* **ENTRIES SHOWN**:
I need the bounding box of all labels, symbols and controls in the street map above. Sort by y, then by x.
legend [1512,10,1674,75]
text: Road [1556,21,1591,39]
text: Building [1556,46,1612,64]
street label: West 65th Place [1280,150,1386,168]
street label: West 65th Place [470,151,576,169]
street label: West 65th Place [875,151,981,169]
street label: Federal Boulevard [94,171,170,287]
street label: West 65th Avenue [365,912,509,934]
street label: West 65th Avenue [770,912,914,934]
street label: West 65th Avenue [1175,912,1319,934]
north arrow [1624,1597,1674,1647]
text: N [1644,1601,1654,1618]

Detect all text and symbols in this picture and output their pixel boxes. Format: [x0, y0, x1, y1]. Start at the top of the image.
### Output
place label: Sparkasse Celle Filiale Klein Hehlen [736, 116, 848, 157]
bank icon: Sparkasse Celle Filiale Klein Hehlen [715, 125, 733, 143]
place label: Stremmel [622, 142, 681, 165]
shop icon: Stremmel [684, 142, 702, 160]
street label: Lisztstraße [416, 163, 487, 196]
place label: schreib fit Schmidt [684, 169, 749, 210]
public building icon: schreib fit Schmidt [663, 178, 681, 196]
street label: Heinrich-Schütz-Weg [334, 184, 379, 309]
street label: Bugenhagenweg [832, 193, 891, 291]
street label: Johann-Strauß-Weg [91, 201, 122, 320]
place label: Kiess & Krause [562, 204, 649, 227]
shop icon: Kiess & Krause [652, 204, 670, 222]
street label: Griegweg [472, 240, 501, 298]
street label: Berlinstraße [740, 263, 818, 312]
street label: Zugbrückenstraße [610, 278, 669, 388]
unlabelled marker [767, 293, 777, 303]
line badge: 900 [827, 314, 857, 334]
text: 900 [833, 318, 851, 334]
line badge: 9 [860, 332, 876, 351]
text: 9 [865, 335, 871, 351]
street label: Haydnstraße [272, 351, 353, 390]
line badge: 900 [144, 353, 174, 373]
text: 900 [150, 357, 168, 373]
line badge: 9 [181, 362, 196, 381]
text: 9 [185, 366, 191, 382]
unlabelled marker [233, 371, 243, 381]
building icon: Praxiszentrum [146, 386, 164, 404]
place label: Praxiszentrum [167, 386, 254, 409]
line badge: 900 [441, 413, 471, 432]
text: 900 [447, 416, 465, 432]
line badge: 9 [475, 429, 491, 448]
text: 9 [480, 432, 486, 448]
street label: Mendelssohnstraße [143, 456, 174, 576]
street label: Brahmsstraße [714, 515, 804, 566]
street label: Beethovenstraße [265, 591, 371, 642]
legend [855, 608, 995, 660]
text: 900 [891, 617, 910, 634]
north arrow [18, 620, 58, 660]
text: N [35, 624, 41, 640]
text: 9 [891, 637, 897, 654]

* **WHAT YOU SHOULD DO**: Whenever a line of the data includes the word "north", show that line in full.

* **REPLY**:
north arrow [1624,1597,1674,1647]
north arrow [18, 620, 58, 660]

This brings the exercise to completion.